Setting variables for a running process

John Mashey mash at mips.UUCP
Thu May 23 17:44:46 AEST 1985


William Martin writes:
> Is there any way I can change my terminal type (setting the TERM variable)
> while I am inside some other process? ....

No, and it was on purpose. The environment was specifically designed
1) to be mostly the business of user pgms and not the OS 2) to have
the same sort of inheritance semantics as everything else inherited by
a child.  On any UNIX, programs that want to access global state may
easily do so by agreeing on a file name that contains that state,
and agreeing on a signal to alert another process to look at the file.
Environment variables are nothing but implicitly-passed arguments
with usage agreed by programs.

At one point in the design of the environment, it was contemplated that
the environment be a set of global read-write variables, that lived in
a new magic entity inside the kernel.  This was a Wrong Thing, for 2
fundamental reasons:
1) This new magic entity could not reasonably be associated with any
existing entity in the system.  For example, should be owned by a uid?
No, because you might be logged in twice.  Did it belong to a process?
No, because it would be acccessed by more than 1, or would be useless.
DId it belong to a process group? This didn't make sense either.
If some processes have one of these things, what happens when you
fire something up in the background?
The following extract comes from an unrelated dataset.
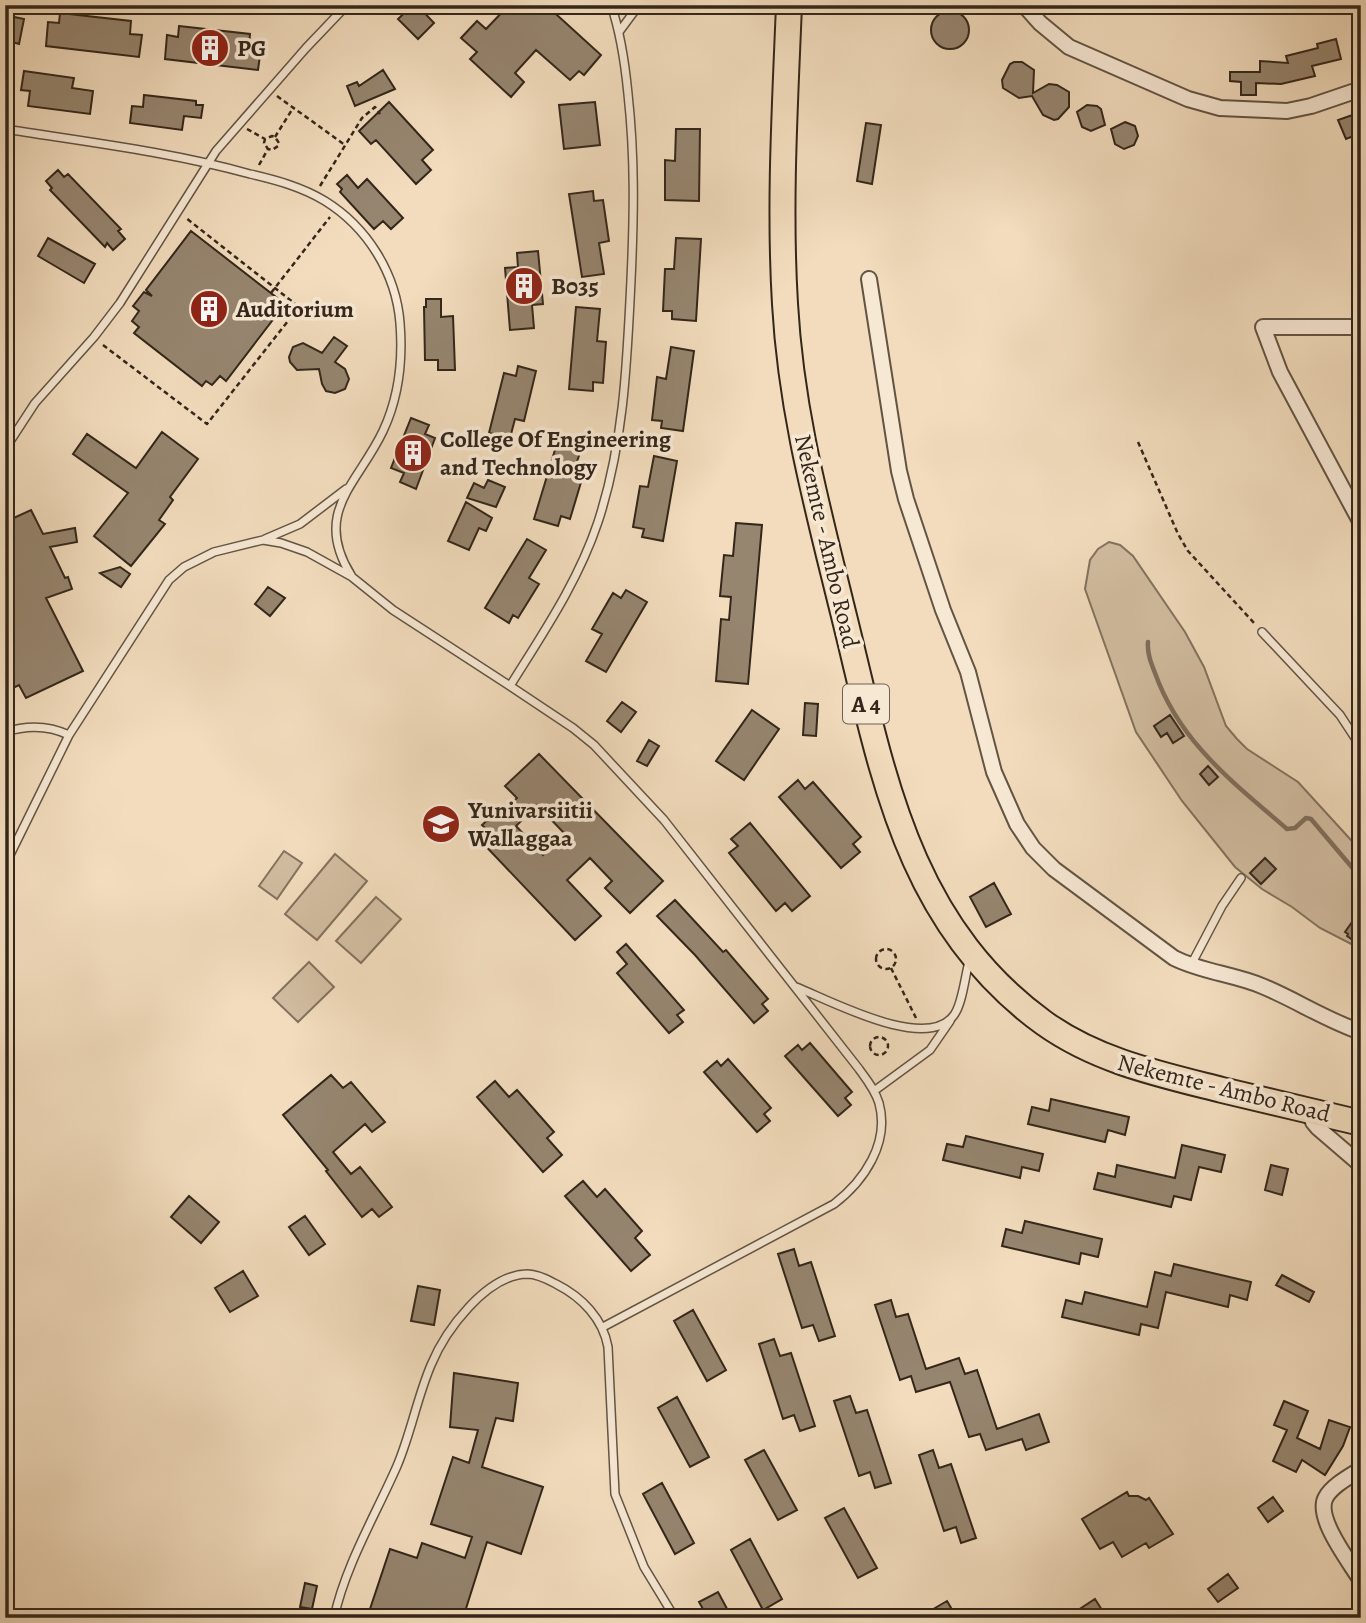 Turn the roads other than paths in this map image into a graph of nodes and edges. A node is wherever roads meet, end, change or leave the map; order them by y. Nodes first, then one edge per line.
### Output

Does it get its own, or not?
2) Environment variables would suddenly have indeterminate values,
because their modfication sequence was now dependent on process scheduling.
For example, if x were truly global, what result ought to be printed below?
x=10; (x=20)& echo $x

Nevertheless, the original request does illustrate a semantic discontinuity
that has arisen over time.  $TERM was invented originally because it was
becoming obvious that even the simplest functions (like setting tabs) were
terminal-dependent, and that as terminals kept getting smarter they
would only get more different.  At the time, people did not want to chew up the
space inside the kernel to keep a terminal typename inside each tty
structure, and it seemed that we could cover most normal uses of TERM
with environment vars.  Given all the ways that $TERM is now used,
it's no longer clear exactly what it's associativity is.  Maybe it (+ other
useful attributes, like current window size) should belong to each
virtual terminal, which would solve the original problem presented.